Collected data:
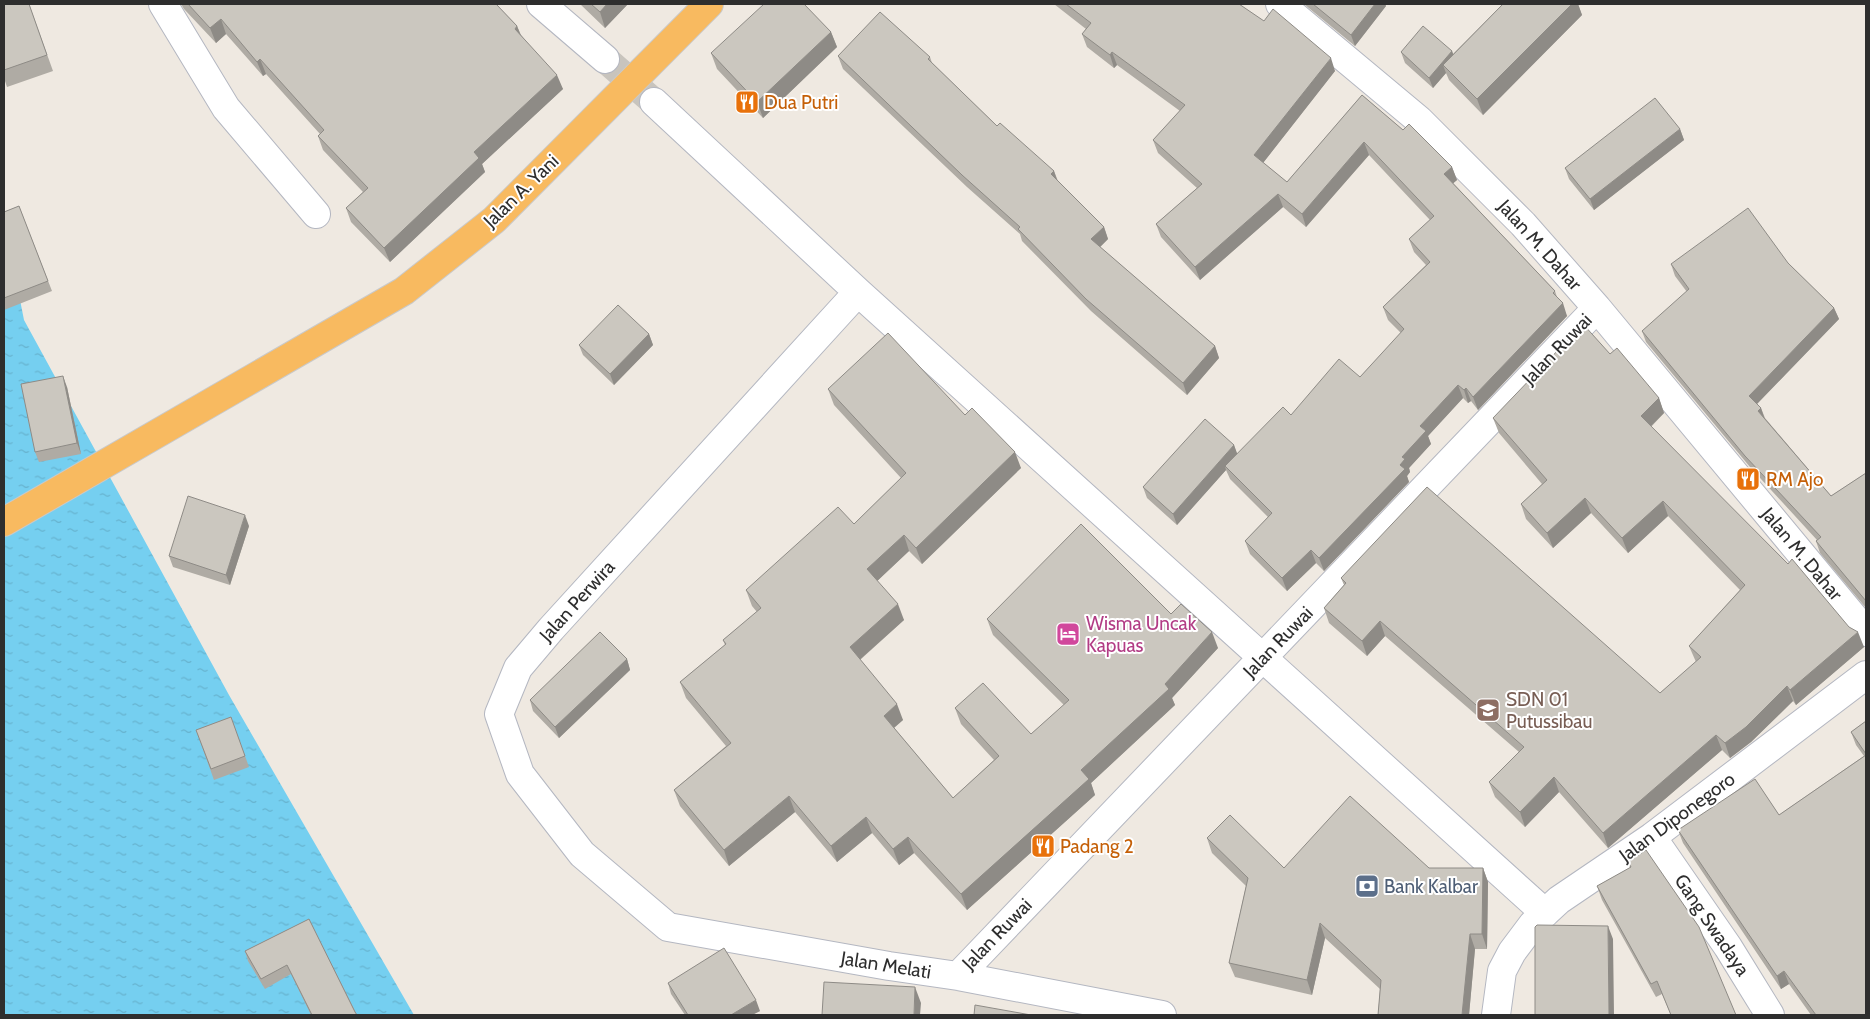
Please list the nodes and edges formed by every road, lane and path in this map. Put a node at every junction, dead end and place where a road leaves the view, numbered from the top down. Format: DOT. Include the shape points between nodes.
graph roads {
  1 [pos="163,4"];
  2 [pos="541,4"];
  3 [pos="709,4"];
  4 [pos="1280,4"];
  5 [pos="605,59"];
  6 [pos="654,102"];
  7 [pos="316,214"];
  8 [pos="858,292"];
  9 [pos="1597,308"];
  10 [pos="4,522"];
  11 [pos="1866,632"];
  12 [pos="1262,659"];
  13 [pos="1866,675"];
  14 [pos="1652,836"];
  15 [pos="1545,913"];
  16 [pos="668,927"];
  17 [pos="958,976"];
  18 [pos="1162,1015"];
  19 [pos="1496,1015"];
  20 [pos="1770,1015"];
  1 -- 7 [label="street" via="226,108"];
  2 -- 5 [label="street"];
  3 -- 10 [label="highway, Jalan A. Yani" via="494,220 404,291"];
  4 -- 9 [label="street, Jalan M. Dahar" via="1419,120 1523,224"];
  6 -- 8 [label="street"];
  8 -- 12 [label="street"];
  8 -- 16 [label="street, Jalan Perwira" via="551,629 518,668 499,714 520,774 582,854"];
  9 -- 11 [label="street, Jalan M. Dahar"];
  9 -- 12 [label="street, Jalan Ruwai"];
  12 -- 15 [label="street"];
  12 -- 17 [label="street, Jalan Ruwai"];
  13 -- 14 [label="street, Jalan Diponegoro"];
  14 -- 15 [label="street, Jalan Diponegoro"];
  14 -- 20 [label="street, Gang Swadaya"];
  15 -- 19 [label="street, Jalan Diponegoro" via="1512,952 1502,971"];
  16 -- 17 [label="street, Jalan Melati"];
  17 -- 18 [label="street, Jalan Melati"];
}
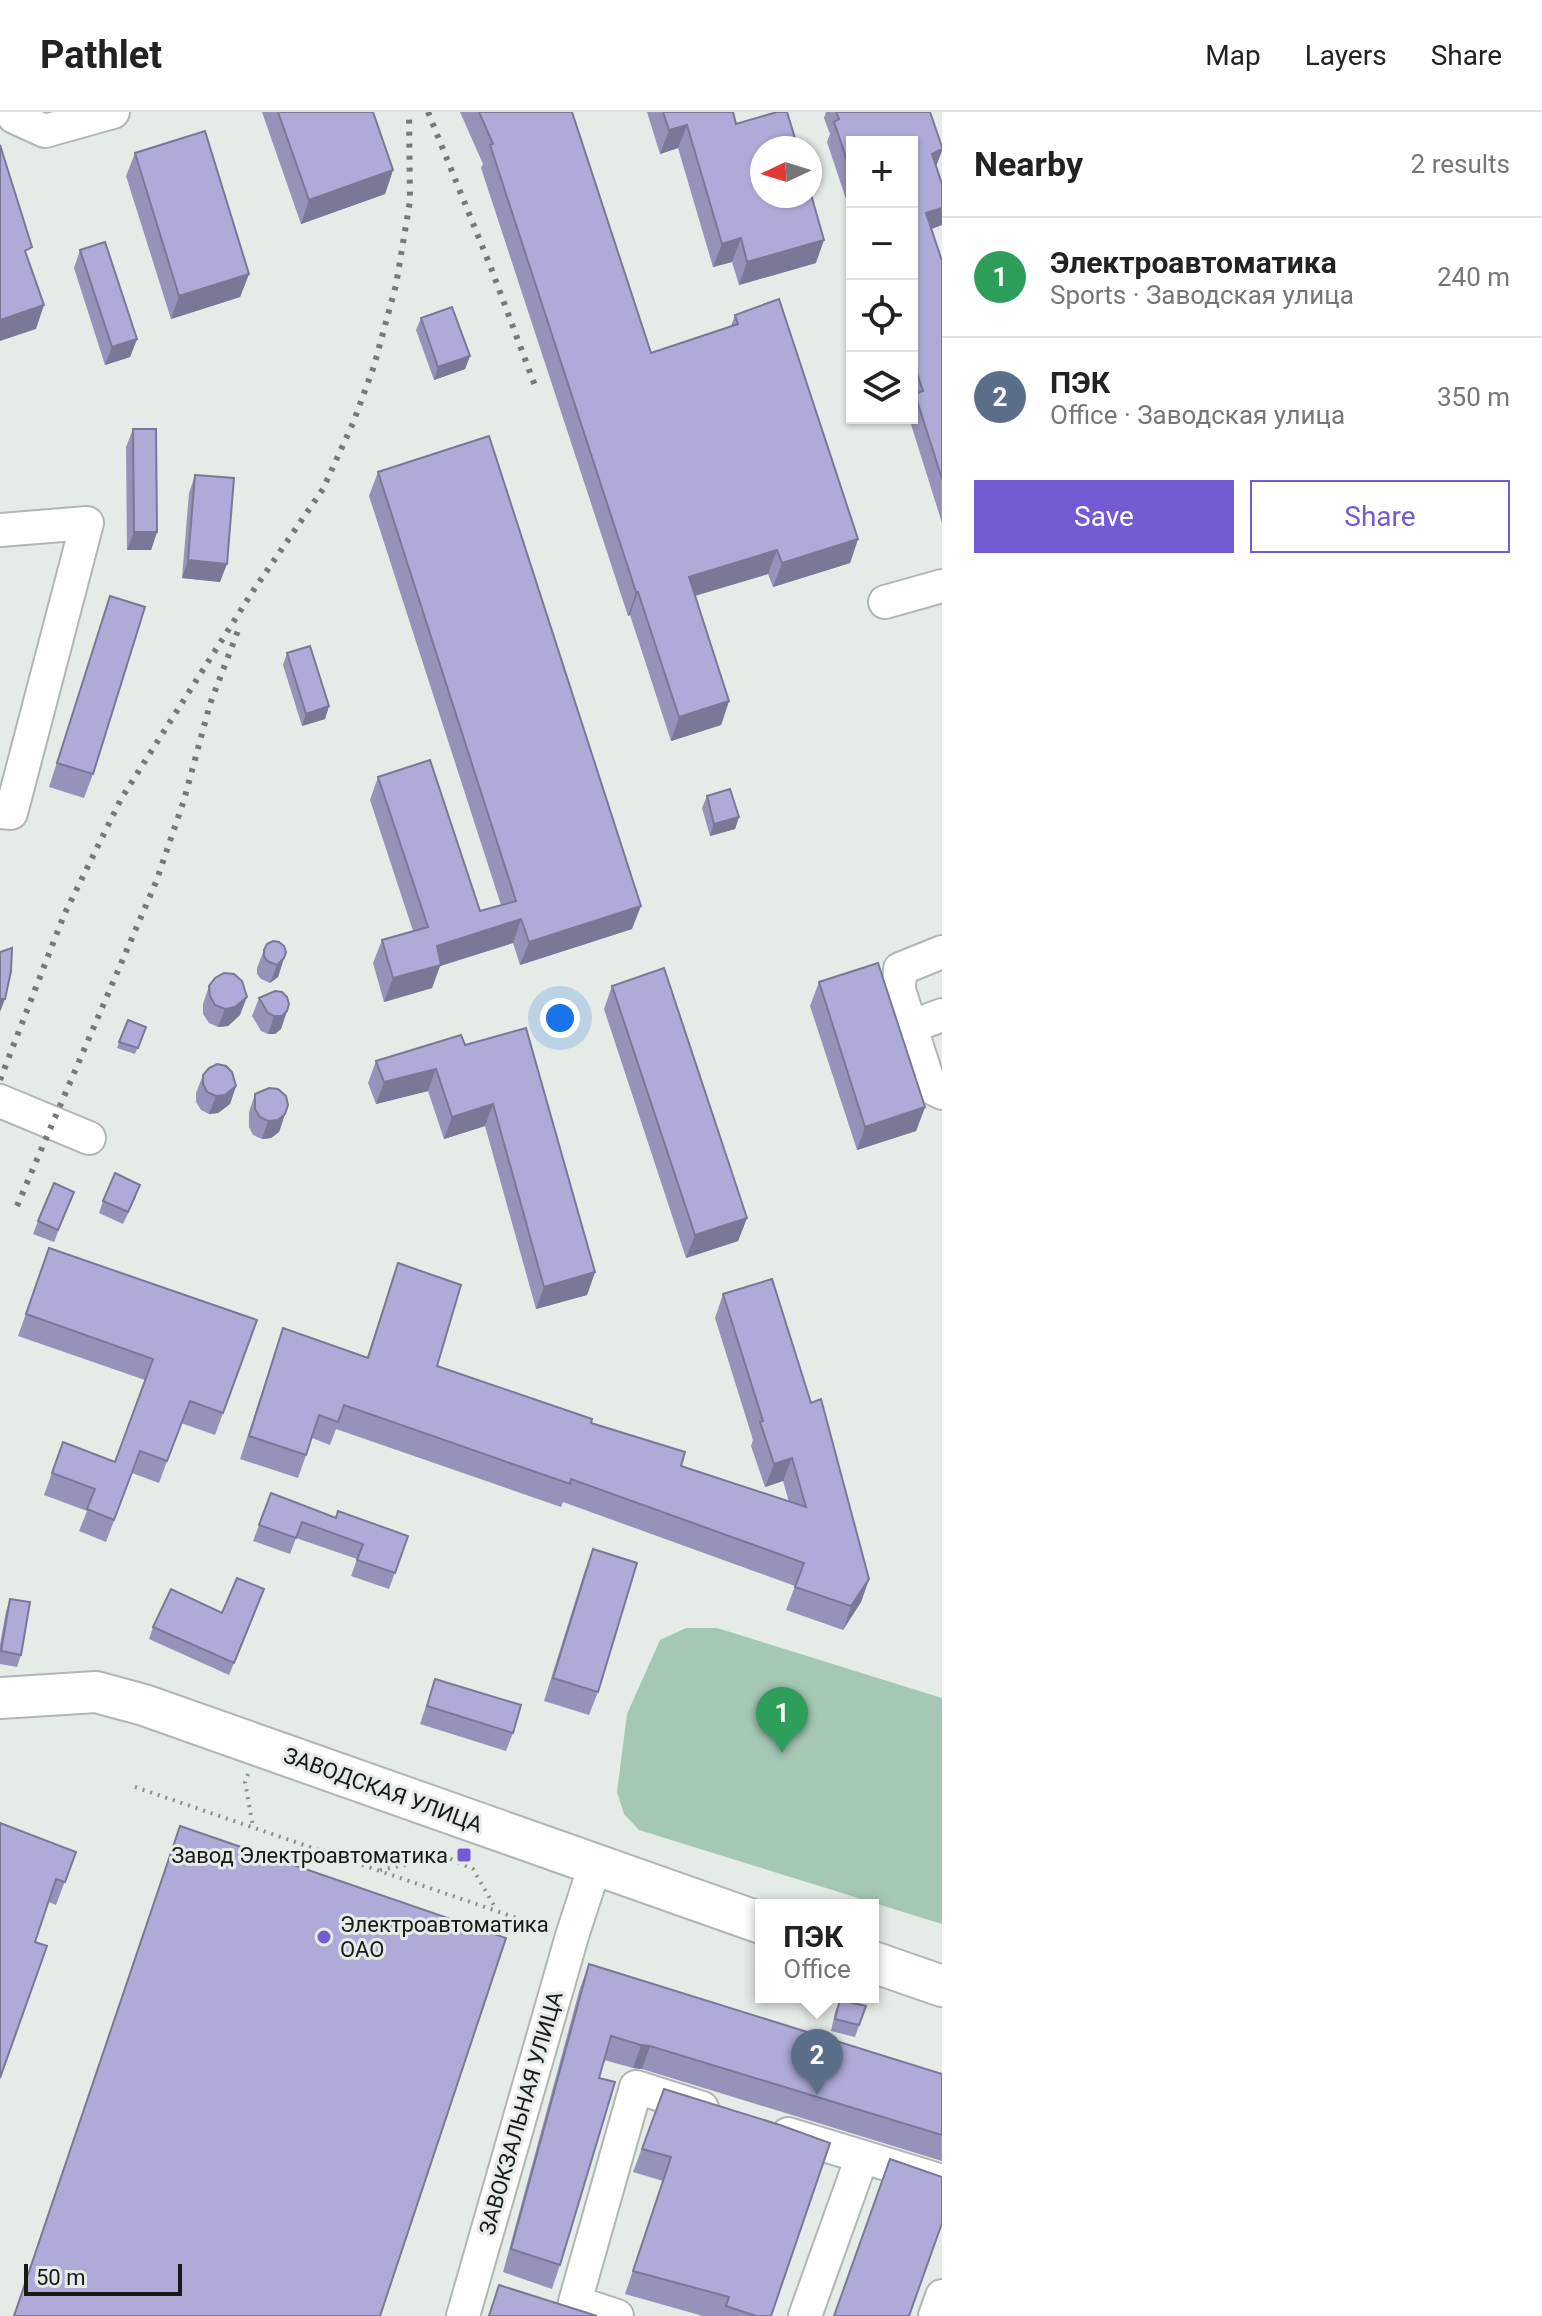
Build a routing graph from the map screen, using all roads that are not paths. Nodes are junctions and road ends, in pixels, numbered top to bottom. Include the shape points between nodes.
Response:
1 (12, 112) edge
2 (113, 112) edge
3 (0, 530) edge
4 (942, 586) edge
5 (885, 602) dead end
6 (0, 812) edge
7 (942, 952) edge
8 (942, 1015) edge
9 (910, 1027) junction
10 (942, 1093) edge
11 (0, 1101) edge
12 (89, 1138) dead end
13 (0, 1698) edge
14 (595, 1865) junction
15 (755, 1921) edge
16 (879, 1964) edge
17 (942, 1986) edge
18 (862, 2157) junction
19 (942, 2181) edge
20 (942, 2296) edge
21 (463, 2316) edge
22 (617, 2316) edge
23 (805, 2316) edge
24 (935, 2316) edge

1 - 2 street via 45,131
3 - 6 street via 87,523 11,813
4 - 5 street
7 - 9 street via 900,969 899,990
8 - 9 street
9 - 10 street via 930,1087
11 - 12 street
13 - 14 main road, ЗАВОДСКАЯ УЛИЦА via 96,1692 144,1705
14 - 15 main road, ЗАВОДСКАЯ УЛИЦА
14 - 21 street, ЗАВОКЗАЛЬНАЯ УЛИЦА
16 - 17 main road
18 - 19 street
18 - 22 street via 636,2087 575,2302
18 - 23 street
20 - 24 street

Task prompt: Retype the records verbatim, but not their images.

Reply to the exercise:
Please list the nodes and edges formed by every road, lane and path in this map. Put a node at every junction, dead end and place where a road leaves the view, numbered from the top down. Format: DOT. Include the shape points between nodes.
graph roads {
  1 [pos="163,4"];
  2 [pos="541,4"];
  3 [pos="709,4"];
  4 [pos="1280,4"];
  5 [pos="605,59"];
  6 [pos="654,102"];
  7 [pos="316,214"];
  8 [pos="858,292"];
  9 [pos="1597,308"];
  10 [pos="4,522"];
  11 [pos="1866,632"];
  12 [pos="1262,659"];
  13 [pos="1866,675"];
  14 [pos="1652,836"];
  15 [pos="1545,913"];
  16 [pos="668,927"];
  17 [pos="958,976"];
  18 [pos="1162,1015"];
  19 [pos="1496,1015"];
  20 [pos="1770,1015"];
  1 -- 7 [label="street" via="226,108"];
  2 -- 5 [label="street"];
  3 -- 10 [label="highway, Jalan A. Yani" via="494,220 404,291"];
  4 -- 9 [label="street, Jalan M. Dahar" via="1419,120 1523,224"];
  6 -- 8 [label="street"];
  8 -- 12 [label="street"];
  8 -- 16 [label="street, Jalan Perwira" via="551,629 518,668 499,714 520,774 582,854"];
  9 -- 11 [label="street, Jalan M. Dahar"];
  9 -- 12 [label="street, Jalan Ruwai"];
  12 -- 15 [label="street"];
  12 -- 17 [label="street, Jalan Ruwai"];
  13 -- 14 [label="street, Jalan Diponegoro"];
  14 -- 15 [label="street, Jalan Diponegoro"];
  14 -- 20 [label="street, Gang Swadaya"];
  15 -- 19 [label="street, Jalan Diponegoro" via="1512,952 1502,971"];
  16 -- 17 [label="street, Jalan Melati"];
  17 -- 18 [label="street, Jalan Melati"];
}
Build a routing graph from the map screen, using all roads that are not paths. Nodes are junctions and road ends, in pixels, numbered top to bottom. Include the shape points between nodes.
Response:
1 (12, 112) edge
2 (113, 112) edge
3 (0, 530) edge
4 (942, 586) edge
5 (885, 602) dead end
6 (0, 812) edge
7 (942, 952) edge
8 (942, 1015) edge
9 (910, 1027) junction
10 (942, 1093) edge
11 (0, 1101) edge
12 (89, 1138) dead end
13 (0, 1698) edge
14 (595, 1865) junction
15 (755, 1921) edge
16 (879, 1964) edge
17 (942, 1986) edge
18 (862, 2157) junction
19 (942, 2181) edge
20 (942, 2296) edge
21 (463, 2316) edge
22 (617, 2316) edge
23 (805, 2316) edge
24 (935, 2316) edge

1 - 2 street via 45,131
3 - 6 street via 87,523 11,813
4 - 5 street
7 - 9 street via 900,969 899,990
8 - 9 street
9 - 10 street via 930,1087
11 - 12 street
13 - 14 main road, ЗАВОДСКАЯ УЛИЦА via 96,1692 144,1705
14 - 15 main road, ЗАВОДСКАЯ УЛИЦА
14 - 21 street, ЗАВОКЗАЛЬНАЯ УЛИЦА
16 - 17 main road
18 - 19 street
18 - 22 street via 636,2087 575,2302
18 - 23 street
20 - 24 street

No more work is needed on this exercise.